Start of Block
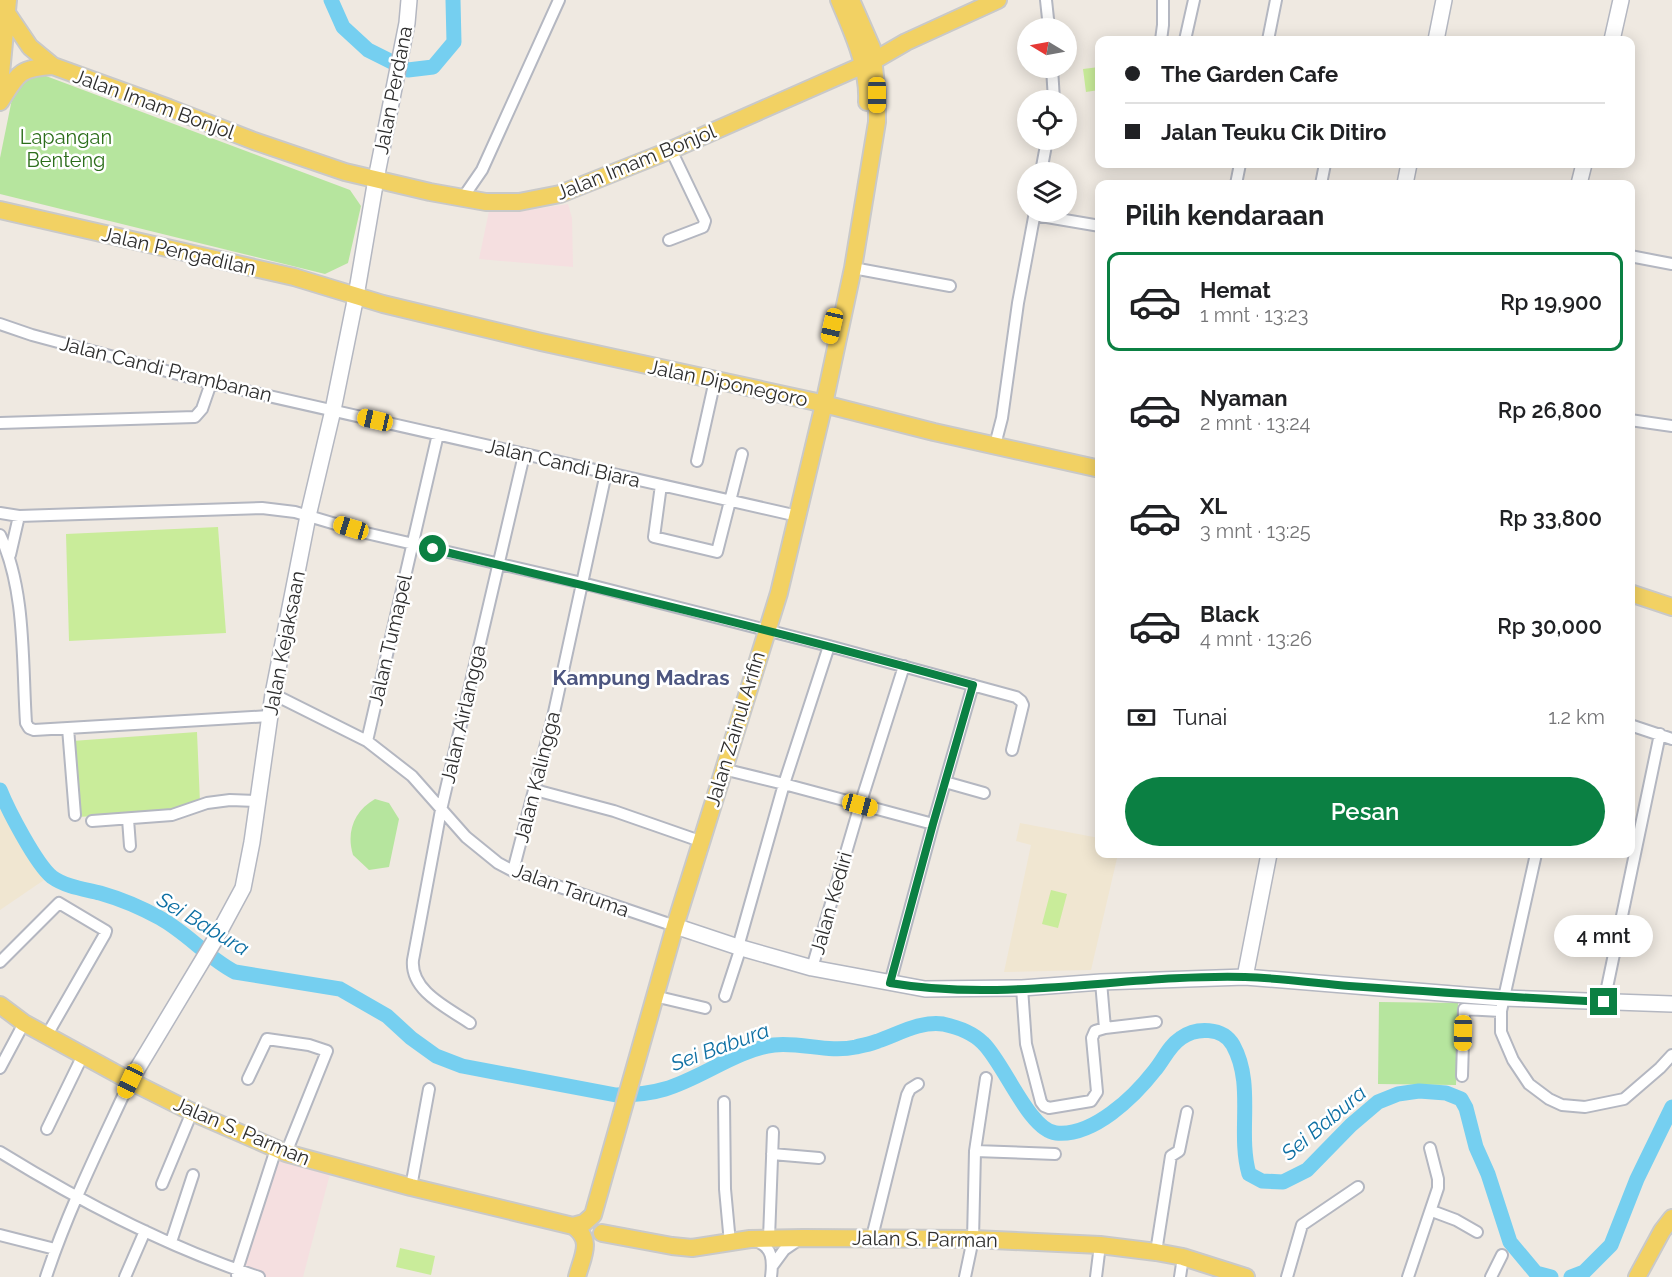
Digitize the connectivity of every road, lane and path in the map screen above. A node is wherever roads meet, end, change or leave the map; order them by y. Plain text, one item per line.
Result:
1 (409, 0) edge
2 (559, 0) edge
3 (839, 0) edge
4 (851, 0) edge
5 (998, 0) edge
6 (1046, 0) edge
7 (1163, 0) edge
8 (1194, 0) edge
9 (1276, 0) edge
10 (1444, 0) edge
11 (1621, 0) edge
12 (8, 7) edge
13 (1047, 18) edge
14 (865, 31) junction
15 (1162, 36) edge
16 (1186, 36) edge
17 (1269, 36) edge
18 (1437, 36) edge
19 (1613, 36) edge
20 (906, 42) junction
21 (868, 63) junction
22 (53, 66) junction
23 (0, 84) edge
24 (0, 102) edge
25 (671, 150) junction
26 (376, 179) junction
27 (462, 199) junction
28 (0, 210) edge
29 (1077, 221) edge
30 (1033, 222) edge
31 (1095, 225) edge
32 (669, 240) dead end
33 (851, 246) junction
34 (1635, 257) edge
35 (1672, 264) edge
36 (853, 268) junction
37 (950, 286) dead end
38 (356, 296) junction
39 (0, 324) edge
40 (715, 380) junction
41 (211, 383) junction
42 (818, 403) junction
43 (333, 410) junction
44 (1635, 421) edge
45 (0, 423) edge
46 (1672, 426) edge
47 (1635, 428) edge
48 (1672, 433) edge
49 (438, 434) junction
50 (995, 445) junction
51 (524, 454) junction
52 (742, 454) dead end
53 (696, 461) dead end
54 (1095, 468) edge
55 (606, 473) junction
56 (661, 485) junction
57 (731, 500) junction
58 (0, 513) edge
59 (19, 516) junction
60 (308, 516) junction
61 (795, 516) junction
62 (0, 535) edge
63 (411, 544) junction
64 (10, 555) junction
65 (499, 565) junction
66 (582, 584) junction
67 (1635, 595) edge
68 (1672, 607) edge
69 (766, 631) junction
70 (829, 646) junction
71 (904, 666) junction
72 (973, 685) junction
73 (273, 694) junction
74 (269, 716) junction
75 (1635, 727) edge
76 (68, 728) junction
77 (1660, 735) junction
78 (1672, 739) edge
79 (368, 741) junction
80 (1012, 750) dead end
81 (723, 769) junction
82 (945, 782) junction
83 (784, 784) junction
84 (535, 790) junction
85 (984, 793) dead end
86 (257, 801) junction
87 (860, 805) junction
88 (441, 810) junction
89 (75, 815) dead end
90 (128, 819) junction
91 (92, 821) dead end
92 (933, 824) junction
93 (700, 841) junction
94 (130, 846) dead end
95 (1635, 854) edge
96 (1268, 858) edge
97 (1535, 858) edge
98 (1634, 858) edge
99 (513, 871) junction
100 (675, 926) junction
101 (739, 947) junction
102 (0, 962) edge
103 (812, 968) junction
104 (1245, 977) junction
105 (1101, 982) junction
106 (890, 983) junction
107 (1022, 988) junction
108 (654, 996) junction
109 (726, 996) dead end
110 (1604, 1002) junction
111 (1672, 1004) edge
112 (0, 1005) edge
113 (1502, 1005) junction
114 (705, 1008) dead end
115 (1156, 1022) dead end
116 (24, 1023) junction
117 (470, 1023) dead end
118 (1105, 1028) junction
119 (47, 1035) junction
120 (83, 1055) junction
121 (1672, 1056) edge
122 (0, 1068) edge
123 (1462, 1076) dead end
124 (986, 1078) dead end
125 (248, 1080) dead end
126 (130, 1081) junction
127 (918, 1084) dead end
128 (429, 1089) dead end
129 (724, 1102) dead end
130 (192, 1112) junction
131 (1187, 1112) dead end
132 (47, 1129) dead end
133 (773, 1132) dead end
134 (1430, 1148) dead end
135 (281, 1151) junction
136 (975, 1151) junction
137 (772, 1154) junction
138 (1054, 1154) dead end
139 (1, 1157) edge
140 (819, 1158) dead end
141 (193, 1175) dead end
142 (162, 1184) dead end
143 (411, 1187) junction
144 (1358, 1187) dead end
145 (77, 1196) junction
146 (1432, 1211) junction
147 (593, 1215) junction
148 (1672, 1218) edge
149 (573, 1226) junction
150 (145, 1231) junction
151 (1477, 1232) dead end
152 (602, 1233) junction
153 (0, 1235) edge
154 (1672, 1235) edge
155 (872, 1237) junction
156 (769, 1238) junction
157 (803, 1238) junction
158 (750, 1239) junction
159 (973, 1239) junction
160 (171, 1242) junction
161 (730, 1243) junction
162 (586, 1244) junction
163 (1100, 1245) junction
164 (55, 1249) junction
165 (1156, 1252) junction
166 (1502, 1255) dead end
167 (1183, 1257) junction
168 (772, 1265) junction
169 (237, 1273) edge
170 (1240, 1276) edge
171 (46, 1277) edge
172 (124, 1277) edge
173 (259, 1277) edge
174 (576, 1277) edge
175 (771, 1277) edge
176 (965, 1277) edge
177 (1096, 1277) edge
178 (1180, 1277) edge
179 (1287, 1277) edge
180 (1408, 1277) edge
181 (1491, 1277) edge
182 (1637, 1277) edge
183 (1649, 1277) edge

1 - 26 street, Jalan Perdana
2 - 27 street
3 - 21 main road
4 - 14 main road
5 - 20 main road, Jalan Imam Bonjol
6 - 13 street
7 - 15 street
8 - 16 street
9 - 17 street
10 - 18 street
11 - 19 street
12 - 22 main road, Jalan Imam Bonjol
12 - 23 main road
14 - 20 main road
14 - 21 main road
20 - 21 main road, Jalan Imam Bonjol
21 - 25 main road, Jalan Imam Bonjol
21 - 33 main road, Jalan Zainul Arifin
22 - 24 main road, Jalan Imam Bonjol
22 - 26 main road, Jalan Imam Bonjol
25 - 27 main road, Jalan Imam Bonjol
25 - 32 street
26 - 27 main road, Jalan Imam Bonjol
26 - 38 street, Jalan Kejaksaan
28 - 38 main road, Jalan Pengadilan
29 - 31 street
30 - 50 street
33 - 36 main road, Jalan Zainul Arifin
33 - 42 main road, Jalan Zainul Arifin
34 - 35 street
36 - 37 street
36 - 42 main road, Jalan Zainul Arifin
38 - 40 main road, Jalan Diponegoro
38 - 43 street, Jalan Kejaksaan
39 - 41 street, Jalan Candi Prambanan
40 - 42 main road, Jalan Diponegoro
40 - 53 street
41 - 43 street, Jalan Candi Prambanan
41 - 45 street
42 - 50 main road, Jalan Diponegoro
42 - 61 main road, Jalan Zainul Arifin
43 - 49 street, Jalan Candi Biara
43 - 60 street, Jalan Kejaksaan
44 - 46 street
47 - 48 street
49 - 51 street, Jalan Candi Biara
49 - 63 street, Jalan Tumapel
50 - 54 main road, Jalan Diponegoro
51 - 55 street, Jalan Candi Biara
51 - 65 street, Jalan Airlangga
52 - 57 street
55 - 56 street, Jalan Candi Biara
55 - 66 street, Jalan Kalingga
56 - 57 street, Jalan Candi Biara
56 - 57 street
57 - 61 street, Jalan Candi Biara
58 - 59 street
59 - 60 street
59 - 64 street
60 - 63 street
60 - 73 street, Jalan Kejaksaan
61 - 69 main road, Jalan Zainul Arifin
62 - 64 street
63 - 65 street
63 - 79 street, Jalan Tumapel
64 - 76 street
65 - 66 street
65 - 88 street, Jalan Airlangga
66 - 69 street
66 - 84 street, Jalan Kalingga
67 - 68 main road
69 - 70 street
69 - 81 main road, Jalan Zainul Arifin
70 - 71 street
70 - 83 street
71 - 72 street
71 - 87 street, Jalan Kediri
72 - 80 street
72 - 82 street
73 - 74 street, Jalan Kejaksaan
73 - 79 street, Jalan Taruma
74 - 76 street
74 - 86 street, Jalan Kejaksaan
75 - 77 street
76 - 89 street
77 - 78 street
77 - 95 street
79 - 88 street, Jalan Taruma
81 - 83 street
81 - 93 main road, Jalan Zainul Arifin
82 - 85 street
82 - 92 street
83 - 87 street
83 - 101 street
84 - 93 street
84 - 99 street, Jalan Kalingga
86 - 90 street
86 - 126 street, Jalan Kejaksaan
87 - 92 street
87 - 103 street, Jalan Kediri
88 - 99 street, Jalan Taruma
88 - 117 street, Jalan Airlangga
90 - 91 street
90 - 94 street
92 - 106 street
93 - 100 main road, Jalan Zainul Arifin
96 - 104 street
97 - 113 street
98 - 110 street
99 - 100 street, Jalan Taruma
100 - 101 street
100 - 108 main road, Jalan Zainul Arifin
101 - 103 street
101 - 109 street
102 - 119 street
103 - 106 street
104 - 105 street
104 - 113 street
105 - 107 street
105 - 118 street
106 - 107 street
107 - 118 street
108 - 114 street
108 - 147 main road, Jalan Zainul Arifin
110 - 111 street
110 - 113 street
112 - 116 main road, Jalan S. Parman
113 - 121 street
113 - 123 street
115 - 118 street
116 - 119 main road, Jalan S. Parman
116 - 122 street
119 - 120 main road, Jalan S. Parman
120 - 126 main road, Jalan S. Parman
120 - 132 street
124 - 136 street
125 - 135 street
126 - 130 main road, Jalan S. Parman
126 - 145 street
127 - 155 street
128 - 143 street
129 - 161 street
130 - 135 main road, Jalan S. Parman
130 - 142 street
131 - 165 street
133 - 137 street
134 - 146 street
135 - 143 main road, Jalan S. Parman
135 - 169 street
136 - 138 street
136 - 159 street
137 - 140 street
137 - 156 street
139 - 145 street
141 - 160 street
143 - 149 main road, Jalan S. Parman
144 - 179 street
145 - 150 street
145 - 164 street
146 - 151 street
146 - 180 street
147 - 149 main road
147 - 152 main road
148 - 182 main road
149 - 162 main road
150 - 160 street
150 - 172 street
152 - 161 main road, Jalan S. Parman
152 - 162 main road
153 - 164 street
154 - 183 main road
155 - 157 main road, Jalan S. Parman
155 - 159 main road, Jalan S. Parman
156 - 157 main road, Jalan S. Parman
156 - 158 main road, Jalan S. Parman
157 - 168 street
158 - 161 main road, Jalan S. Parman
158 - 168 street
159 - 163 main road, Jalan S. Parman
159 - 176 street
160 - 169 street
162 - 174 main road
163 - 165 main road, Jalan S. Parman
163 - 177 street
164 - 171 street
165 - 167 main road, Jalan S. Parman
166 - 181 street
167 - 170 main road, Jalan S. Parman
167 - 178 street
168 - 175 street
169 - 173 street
End of Block
▸ Problem requirements
Filter the lines above, keeping and copying those that contain "Zainul".

▸ Response to the exercise
21 - 33 main road, Jalan Zainul Arifin
33 - 36 main road, Jalan Zainul Arifin
33 - 42 main road, Jalan Zainul Arifin
36 - 42 main road, Jalan Zainul Arifin
42 - 61 main road, Jalan Zainul Arifin
61 - 69 main road, Jalan Zainul Arifin
69 - 81 main road, Jalan Zainul Arifin
81 - 93 main road, Jalan Zainul Arifin
93 - 100 main road, Jalan Zainul Arifin
100 - 108 main road, Jalan Zainul Arifin
108 - 147 main road, Jalan Zainul Arifin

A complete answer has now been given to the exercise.